# travel questions



## fleetwoodfan (Mar 25, 2005)

Hey guys I am looking to gain some feedback from you guys on travel tendencies.  I am considering opening up an RV resort in the Tulsa Oklahoma area and have read posts on here for a few months...I Just came across an 84 Fleetwood Wilderness and have become completely obsessed with the lifestyle...Here are my questions..

How often have you traveled through the Tulsa Oklahoma area?


Also, what makes you choose one RV resort over another?



Your imput would be greatly appreciated!


----------



## Lil Truckr (Mar 25, 2005)

travel questions

Sorry to say I've never been to Tulsa.  It sounds like a great place to visit so maybe in the future.

As to what makes us choose one RV resort over another, the biggest thing we look for is large pull-thru sites, 50 amp electric and full hookups.  Cable is great also, and I've paid extra for it, but it's better if its included in the nightly price.  Ease of access and being clean is also important to us. 

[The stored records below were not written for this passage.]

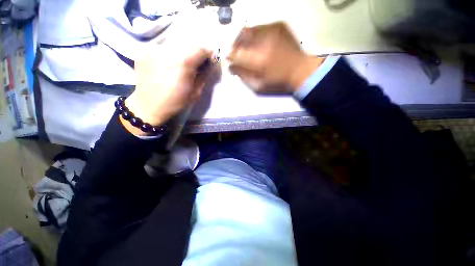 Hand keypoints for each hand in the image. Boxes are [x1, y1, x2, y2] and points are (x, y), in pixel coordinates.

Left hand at [122, 44, 211, 135]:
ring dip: (182, 53)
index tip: (208, 62)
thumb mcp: (195, 93)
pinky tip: (167, 65)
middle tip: (195, 65)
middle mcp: (167, 50)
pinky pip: (163, 47)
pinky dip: (169, 54)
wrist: (148, 106)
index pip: (201, 48)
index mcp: (182, 63)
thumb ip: (203, 76)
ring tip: (180, 66)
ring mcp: (153, 48)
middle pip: (188, 43)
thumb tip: (209, 65)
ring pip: (175, 44)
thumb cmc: (175, 102)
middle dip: (195, 53)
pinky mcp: (144, 50)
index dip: (207, 54)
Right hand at [227, 22, 324, 92]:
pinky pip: (260, 27)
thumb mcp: (258, 86)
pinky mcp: (279, 26)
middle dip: (235, 44)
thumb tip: (231, 67)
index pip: (235, 54)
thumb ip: (243, 76)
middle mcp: (263, 41)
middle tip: (236, 51)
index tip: (229, 58)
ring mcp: (272, 30)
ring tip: (246, 47)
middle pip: (240, 36)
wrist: (300, 71)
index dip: (230, 56)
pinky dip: (255, 34)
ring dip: (244, 39)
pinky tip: (258, 42)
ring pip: (249, 29)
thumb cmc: (278, 82)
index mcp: (258, 60) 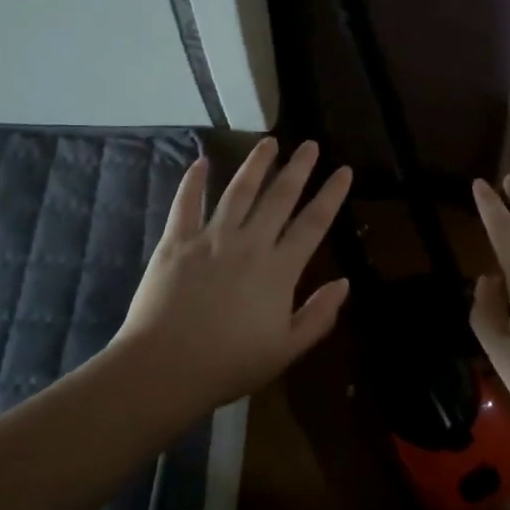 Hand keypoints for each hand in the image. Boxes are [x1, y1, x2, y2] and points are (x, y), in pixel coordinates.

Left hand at [110, 138, 352, 411]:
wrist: (165, 368)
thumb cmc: (229, 365)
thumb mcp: (286, 351)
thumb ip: (318, 316)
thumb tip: (345, 283)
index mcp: (279, 270)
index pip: (313, 223)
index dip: (331, 195)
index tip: (343, 170)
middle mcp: (249, 243)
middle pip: (279, 197)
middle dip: (299, 168)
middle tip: (310, 144)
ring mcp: (211, 238)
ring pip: (239, 190)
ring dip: (256, 164)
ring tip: (269, 142)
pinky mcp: (176, 241)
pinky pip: (186, 203)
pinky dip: (193, 181)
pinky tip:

Good luck with your dreams.


----------



## Mallory (Mar 26, 2005)

travel questions

Location, Location, & Location, Cleanliness, Cleanliness
& Cleanliness. Friendliness of the staff running the camp is also important.  If they are not friendly they don't like their job and
theres always a reason for that.
You can tell also by the type of people staying at the camp.
Drive thru before you commit and if it doesn't hit you as the best place ever only book one night.
Casino Magic in Bay St. Louis is the Best Camp I have stayed at so far, but I'm a novice at RVing.
My 25 years+ as a professional in mental health has been an asset to
me in many ways when on the road.
I have not been in the Tulsa area yet.
Good Luck 
Mallory
quote:_Originally posted by fleetwoodfan_

Hey guys I am looking to gain some feedback from you guys on travel tendencies.  I am considering opening up an RV resort in the Tulsa Oklahoma area and have read posts on here for a few months...I Just came across an 84 Fleetwood Wilderness and have become completely obsessed with the lifestyle...Here are my questions..

How often have you traveled through the Tulsa Oklahoma area?


Also, what makes you choose one RV resort over another?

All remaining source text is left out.